# WHAT YOU WILL DO
Which lines of the records contain the word "dead"? Copy each one.

------ MATERIAL SHOWN ------

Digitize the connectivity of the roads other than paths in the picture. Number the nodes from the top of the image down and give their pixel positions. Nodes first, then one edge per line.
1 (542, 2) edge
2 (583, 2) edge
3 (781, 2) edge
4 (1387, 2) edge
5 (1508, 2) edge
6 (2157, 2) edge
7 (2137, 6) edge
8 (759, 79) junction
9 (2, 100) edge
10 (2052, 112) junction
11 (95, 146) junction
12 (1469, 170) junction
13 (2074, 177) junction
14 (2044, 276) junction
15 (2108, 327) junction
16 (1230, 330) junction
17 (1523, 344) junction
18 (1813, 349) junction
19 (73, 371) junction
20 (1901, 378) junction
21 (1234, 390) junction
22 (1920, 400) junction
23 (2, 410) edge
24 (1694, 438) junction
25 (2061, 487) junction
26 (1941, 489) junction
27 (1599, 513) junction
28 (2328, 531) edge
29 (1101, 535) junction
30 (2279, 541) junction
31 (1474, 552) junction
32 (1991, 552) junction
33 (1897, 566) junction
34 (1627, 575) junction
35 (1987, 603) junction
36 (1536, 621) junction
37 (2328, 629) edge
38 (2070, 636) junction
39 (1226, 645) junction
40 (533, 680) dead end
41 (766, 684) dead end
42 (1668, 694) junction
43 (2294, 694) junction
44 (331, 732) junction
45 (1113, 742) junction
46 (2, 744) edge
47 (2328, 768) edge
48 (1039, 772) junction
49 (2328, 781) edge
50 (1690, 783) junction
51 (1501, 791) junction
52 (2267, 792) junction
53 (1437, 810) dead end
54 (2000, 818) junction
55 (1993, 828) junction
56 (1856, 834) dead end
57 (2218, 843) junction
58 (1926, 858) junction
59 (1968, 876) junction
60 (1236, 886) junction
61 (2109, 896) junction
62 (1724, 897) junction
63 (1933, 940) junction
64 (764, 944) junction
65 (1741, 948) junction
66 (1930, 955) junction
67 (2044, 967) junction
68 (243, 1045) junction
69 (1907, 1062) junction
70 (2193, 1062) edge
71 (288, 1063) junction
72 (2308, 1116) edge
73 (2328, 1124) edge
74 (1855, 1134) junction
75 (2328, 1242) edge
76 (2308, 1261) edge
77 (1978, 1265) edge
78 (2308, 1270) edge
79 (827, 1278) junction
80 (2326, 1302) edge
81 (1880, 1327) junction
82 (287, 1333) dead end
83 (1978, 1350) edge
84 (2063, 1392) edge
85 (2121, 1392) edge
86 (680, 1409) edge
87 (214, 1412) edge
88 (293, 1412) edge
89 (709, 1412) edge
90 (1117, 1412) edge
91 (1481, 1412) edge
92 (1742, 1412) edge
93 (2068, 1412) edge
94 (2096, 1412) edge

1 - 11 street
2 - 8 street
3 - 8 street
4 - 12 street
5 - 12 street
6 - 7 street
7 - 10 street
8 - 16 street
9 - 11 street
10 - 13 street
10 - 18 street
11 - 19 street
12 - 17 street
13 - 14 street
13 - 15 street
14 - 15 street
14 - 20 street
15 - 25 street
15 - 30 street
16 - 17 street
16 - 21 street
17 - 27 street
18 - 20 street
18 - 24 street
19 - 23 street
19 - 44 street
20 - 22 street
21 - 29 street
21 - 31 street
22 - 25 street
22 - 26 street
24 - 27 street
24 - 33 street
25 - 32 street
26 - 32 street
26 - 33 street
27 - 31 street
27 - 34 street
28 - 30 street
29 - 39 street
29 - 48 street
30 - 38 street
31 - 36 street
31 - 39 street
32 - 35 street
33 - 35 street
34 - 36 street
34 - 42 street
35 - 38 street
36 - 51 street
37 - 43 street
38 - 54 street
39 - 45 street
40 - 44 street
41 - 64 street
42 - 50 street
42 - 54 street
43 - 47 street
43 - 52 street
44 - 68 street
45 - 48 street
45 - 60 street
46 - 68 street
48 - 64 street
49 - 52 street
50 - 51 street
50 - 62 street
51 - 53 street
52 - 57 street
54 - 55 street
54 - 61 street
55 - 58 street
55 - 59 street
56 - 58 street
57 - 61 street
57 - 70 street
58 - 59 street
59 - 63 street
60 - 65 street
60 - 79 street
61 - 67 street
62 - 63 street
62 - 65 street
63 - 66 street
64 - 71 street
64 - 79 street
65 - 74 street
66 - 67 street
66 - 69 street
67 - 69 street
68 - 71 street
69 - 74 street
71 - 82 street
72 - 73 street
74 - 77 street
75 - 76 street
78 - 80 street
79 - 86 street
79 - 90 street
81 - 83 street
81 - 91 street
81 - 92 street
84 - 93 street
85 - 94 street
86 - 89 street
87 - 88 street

------

# RESULT FOR THIS TASK
40 (533, 680) dead end
41 (766, 684) dead end
53 (1437, 810) dead end
56 (1856, 834) dead end
82 (287, 1333) dead end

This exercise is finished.